Upgrade the look of your Atlas today while creating a safer and more enjoyable riding experience.

Listing:
*Please choose "Fog Model for ATLAS only" on the drop down menu*
http://deautokey.com/product/new-de360-complete-led-fog-light-kit-fits-2015-mk7-golf


NEW FRONT TURN SIGNALS for 2020 ATLAS with halogen (PWY24W) LEDs.

Upgrade to a brighter LED to match the LED look of your Atlas.

-Bright deeper amber color
-CAN be seen in direct sun light and doesn't vanishes like other models (the most important feature)
-NO Hyperflashing
-NO Errors
-Plug & Play

*LISTING:*
https://deautokey.com/product/pwy24...-in-white-or-amber-fits-2020-atlas-volkswagen



*These will NOT flicker when they are activated as cornering Lights, they will instantly turn on*

They are BRIGHT but they also create a better beam pattern that creates a wide spread of light past your headlights and on the corners where you need the light most
-PERFECT for darker roads
-PERFECT for cornering

Our LEDs matches the headlight color temperature for a clean uniformed look

These are small but powerful, easy to install with included 3m tape for the small driver that is attached to the LED, this is 100% error free without any outside hot resistors. 

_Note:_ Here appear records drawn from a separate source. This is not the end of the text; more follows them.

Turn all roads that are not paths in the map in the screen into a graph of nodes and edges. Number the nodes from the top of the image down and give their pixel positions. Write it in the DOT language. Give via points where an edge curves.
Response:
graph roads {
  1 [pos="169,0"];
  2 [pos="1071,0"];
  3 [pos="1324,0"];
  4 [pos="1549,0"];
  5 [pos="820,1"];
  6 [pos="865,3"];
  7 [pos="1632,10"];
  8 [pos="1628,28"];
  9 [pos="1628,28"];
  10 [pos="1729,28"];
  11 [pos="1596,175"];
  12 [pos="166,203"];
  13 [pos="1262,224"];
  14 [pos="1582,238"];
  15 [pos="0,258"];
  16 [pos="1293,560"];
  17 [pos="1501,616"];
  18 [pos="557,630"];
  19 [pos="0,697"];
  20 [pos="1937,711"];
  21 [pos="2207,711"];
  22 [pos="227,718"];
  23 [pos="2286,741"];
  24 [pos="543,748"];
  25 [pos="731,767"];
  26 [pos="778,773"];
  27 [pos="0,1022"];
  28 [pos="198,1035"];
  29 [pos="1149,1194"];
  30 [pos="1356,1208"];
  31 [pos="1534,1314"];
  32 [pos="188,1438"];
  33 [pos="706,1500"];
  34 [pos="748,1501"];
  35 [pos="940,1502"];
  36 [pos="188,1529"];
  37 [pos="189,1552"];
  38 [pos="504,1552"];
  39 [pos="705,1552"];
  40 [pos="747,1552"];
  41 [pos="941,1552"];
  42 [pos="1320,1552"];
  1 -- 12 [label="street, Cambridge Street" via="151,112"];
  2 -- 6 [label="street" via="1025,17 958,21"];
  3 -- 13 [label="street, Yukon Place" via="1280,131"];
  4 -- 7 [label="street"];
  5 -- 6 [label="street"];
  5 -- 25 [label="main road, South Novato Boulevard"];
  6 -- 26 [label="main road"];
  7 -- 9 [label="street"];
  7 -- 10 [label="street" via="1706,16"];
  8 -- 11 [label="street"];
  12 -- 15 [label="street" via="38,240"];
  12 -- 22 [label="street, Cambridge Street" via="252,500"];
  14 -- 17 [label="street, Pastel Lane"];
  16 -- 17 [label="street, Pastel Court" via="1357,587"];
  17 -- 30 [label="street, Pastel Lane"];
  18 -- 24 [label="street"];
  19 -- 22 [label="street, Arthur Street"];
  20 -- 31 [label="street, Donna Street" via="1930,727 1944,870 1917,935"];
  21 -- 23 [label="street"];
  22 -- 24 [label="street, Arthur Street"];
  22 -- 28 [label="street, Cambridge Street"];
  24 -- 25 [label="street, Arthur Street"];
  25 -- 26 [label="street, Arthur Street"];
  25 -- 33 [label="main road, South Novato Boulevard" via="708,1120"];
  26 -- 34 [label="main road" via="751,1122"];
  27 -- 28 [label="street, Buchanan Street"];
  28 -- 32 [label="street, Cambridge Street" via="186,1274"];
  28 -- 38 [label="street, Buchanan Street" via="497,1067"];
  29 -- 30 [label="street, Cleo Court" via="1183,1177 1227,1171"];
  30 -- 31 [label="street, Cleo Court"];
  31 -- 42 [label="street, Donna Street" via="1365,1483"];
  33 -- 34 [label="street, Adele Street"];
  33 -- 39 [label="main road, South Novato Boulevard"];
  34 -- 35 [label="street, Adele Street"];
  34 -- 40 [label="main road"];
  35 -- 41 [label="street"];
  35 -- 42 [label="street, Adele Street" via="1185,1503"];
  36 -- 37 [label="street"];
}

These are 100% error free / plug & play install.

ALL of our LEDs include a TRUE Full Lifetime Warranty - you are set for life when you purchase these LEDs!

Real life photos below - as you can see in the photo these are a clean cut-off but extremely bright so they will shine light where you need it most without blinding other drivers. 

These were TESTED in the ATLAS before being sold.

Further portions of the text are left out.